Task statement: Below are records that should be duplicated exactly, with no image retained.
───── Data shown
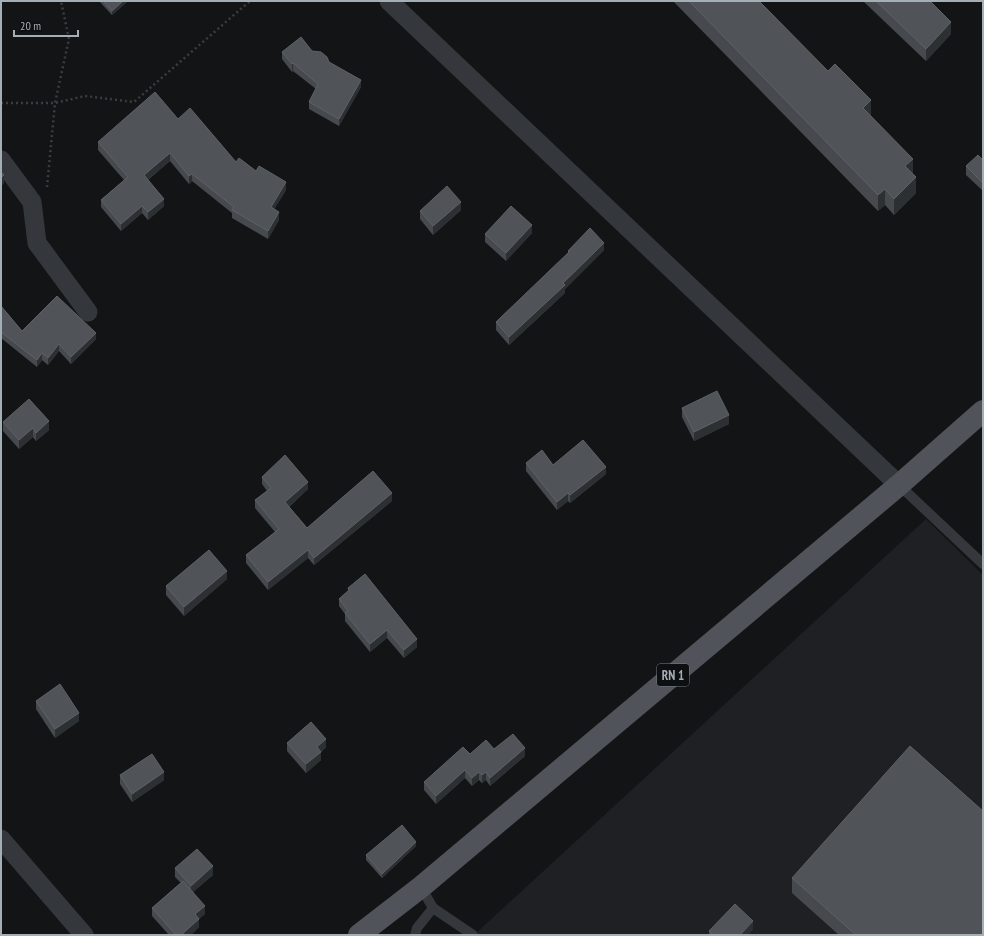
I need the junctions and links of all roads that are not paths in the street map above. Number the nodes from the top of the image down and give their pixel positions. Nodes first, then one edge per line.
1 (389, 1) edge
2 (1, 160) edge
3 (88, 312) dead end
4 (983, 411) edge
5 (898, 485) junction
6 (983, 564) edge
7 (1, 839) edge
8 (421, 887) junction
9 (433, 908) junction
10 (84, 935) edge
11 (359, 935) edge
12 (415, 935) edge
13 (473, 935) edge

1 - 5 street
2 - 3 street
4 - 5 main road, RN 1
5 - 6 lane
5 - 8 main road, RN 1
7 - 10 street
8 - 9 lane
8 - 11 main road, RN 1
9 - 12 lane
9 - 13 lane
──────────
Problem solution:
I need the junctions and links of all roads that are not paths in the street map above. Number the nodes from the top of the image down and give their pixel positions. Nodes first, then one edge per line.
1 (389, 1) edge
2 (1, 160) edge
3 (88, 312) dead end
4 (983, 411) edge
5 (898, 485) junction
6 (983, 564) edge
7 (1, 839) edge
8 (421, 887) junction
9 (433, 908) junction
10 (84, 935) edge
11 (359, 935) edge
12 (415, 935) edge
13 (473, 935) edge

1 - 5 street
2 - 3 street
4 - 5 main road, RN 1
5 - 6 lane
5 - 8 main road, RN 1
7 - 10 street
8 - 9 lane
8 - 11 main road, RN 1
9 - 12 lane
9 - 13 lane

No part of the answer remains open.